Suddenly the darkness of t
he night was lit up by one hundred men firing automatic weapons. Windows and doors were shattered under the onslaught, and the shocked passengers were mowed down in seconds, their bodies jerking and twitching under the impact from the bullets.
There were three security officers on duty in the quiet airport, two men and one woman, and like the brave officers they were, they ran toward the sound of gunfire. They were cut down before they could get off one shot.
“Check all the offices!” Owen shouted as they ran inside and picked their way through the bloodied and dead bodies. Owen ran up the stairs to the tower. The chief flight controller was standing at the head of the stairs, looking down, trying to figure out what was going on. Owen took him out with one short burst, then stepped inside the control room.
Radars winked and blinked in the shadows of the room, but at the moment, none of the stations were manned. Looking around, Owen saw three men and two women standing toward one side of the room, their hands in the air.
“Get down!” he ordered. “Get down on your knees and look toward the wall!”
Quickly, and fearfully, the five did as they were instructed.
Owen took the magazine from his weapon and put in a fresh one.
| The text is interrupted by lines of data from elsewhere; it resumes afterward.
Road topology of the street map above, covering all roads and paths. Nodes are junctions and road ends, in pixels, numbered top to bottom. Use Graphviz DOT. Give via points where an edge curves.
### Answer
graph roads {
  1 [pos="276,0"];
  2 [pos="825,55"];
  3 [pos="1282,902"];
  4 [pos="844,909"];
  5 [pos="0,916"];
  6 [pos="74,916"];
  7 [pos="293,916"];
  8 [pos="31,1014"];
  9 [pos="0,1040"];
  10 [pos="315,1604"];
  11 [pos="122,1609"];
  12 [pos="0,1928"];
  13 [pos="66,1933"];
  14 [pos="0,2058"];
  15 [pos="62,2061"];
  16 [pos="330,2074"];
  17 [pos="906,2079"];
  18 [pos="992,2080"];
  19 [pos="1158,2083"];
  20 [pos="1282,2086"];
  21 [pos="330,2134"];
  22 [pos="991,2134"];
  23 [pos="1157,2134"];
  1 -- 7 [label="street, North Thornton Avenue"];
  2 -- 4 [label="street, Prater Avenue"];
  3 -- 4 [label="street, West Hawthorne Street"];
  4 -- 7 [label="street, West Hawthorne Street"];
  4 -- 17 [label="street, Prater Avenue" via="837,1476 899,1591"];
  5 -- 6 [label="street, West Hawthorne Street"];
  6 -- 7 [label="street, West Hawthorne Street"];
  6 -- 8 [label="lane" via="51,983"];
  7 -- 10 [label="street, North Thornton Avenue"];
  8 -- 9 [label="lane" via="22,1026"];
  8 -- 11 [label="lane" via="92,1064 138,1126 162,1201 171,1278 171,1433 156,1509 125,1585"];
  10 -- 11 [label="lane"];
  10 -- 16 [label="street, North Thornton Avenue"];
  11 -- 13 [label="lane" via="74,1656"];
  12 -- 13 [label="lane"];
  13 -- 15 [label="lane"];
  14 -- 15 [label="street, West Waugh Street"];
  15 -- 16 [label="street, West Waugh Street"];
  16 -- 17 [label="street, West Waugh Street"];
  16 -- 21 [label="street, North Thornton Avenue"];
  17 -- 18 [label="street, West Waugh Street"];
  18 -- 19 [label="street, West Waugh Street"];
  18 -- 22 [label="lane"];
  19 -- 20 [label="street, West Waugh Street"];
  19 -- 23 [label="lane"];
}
Then, pointing the weapon at the kneeling controllers, he pulled the trigger and moved the gun back and forth, sending bullets toward them as if squirting water from a hose. Blood and brain matter sprayed from the exit wounds as they fell forward.
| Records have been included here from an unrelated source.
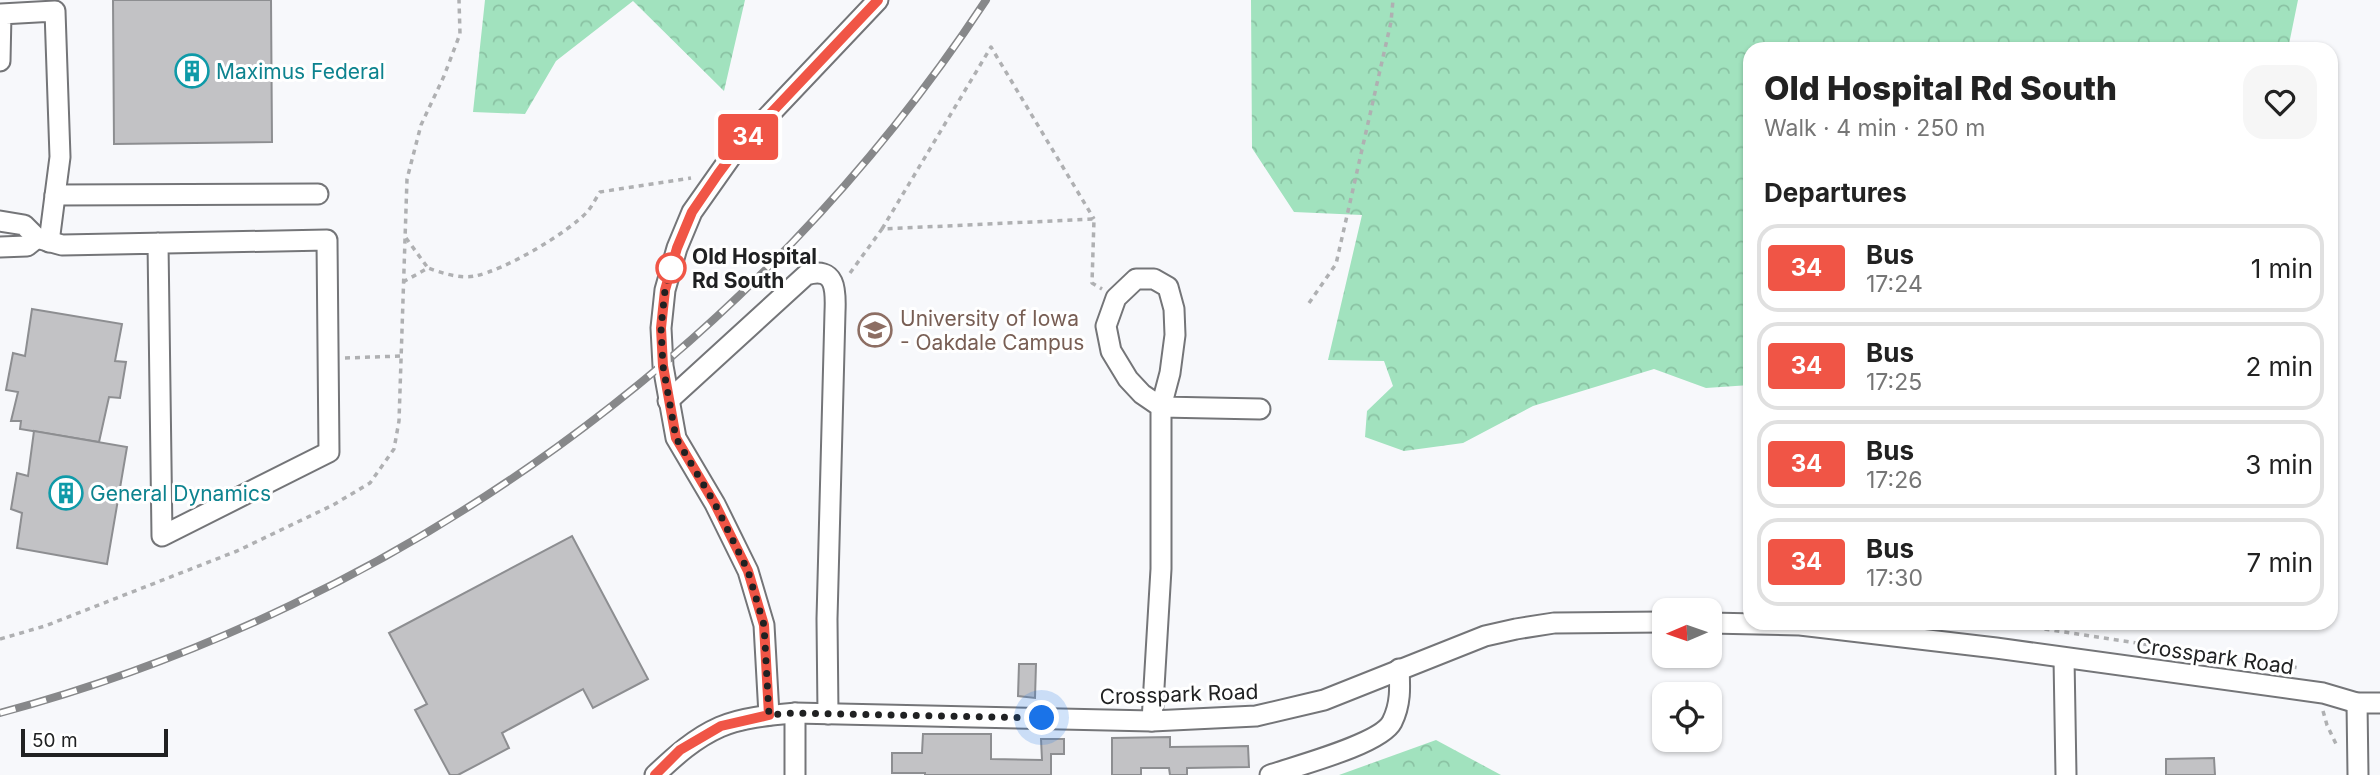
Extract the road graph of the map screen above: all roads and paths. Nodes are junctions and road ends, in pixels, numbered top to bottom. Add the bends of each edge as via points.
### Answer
1 (878, 0) edge
2 (1394, 0) edge
3 (55, 6) edge
4 (0, 61) edge
5 (718, 174) junction
6 (318, 194) dead end
7 (55, 195) junction
8 (1094, 219) junction
9 (0, 221) edge
10 (883, 229) junction
11 (405, 236) dead end
12 (43, 240) junction
13 (158, 243) junction
14 (0, 247) edge
15 (428, 268) junction
16 (403, 282) dead end
17 (849, 285) dead end
18 (1116, 298) junction
19 (1309, 303) dead end
20 (402, 356) dead end
21 (328, 359) junction
22 (668, 401) junction
23 (1161, 407) junction
24 (1260, 410) dead end
25 (1652, 622) edge
26 (1722, 623) edge
27 (1743, 624) edge
28 (1843, 630) edge
29 (2051, 630) edge
30 (2064, 658) junction
31 (1399, 669) junction
32 (2306, 669) dead end
33 (2357, 703) junction
34 (2380, 703) edge
35 (2322, 705) dead end
36 (795, 713) junction
37 (828, 714) junction
38 (769, 715) junction
39 (1152, 721) junction
40 (2339, 748) dead end
41 (655, 775) edge
42 (796, 775) edge
43 (1270, 775) edge
44 (2066, 775) edge
45 (2358, 775) edge

1 - 5 street
2 - 19 path via 1336,264
3 - 4 street via 1,14
3 - 7 street via 60,157
5 - 15 path via 600,192 588,211 556,236 496,270 473,277
5 - 22 street via 692,212 665,290 661,328
6 - 7 street
7 - 12 street
8 - 10 path
8 - 10 path via 991,47
8 - 18 path via 1092,283
9 - 12 street via 24,225
10 - 17 path via 850,271
11 - 15 path
12 - 13 street via 62,245
12 - 14 street
13 - 21 street via 327,240
13 - 21 street via 162,536 329,452
15 - 16 path
18 - 23 street via 1107,326 1111,351 1128,379
18 - 23 street via 1136,279 1154,279 1168,287 1175,335
20 - 21 path
22 - 37 street via 806,275 815,272 832,280 836,301
22 - 38 street via 676,438 748,571 764,625
23 - 24 street
23 - 39 street via 1161,569
25 - 31 street, Crosspark Road via 1554,623 1516,629
26 - 27 street, Crosspark Road
28 - 30 street, Crosspark Road
29 - 32 path
30 - 33 street, Crosspark Road via 2323,693
30 - 44 street
31 - 39 street, Crosspark Road via 1289,710
31 - 43 street via 1400,697 1392,724 1370,741
33 - 34 street, Crosspark Road
33 - 45 street
35 - 40 path
36 - 37 street, Crosspark Road
36 - 38 street, Crosspark Road
36 - 42 street
37 - 39 street, Crosspark Road
38 - 41 street, Crosspark Road via 721,726 680,750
Carl Roberts rushed into the control tower then.
“How is it downstairs?” Owen asked.
“Dead. All dead. What about the police station? Is everything set there?” Roberts asked.
“If Adams did what he was paid to do, they are now without communication or weapons,” Owen said. “Come on, let’s go.”
By now there was only an occasional shot here and there as his men found the few stragglers remaining and shot them.
“I thought you said they were all dead,” Owen said to Roberts.
Nelson overheard the question and he aimed his pistol at one of the men on the floor, then pulled the trigger. “They are now,” he said.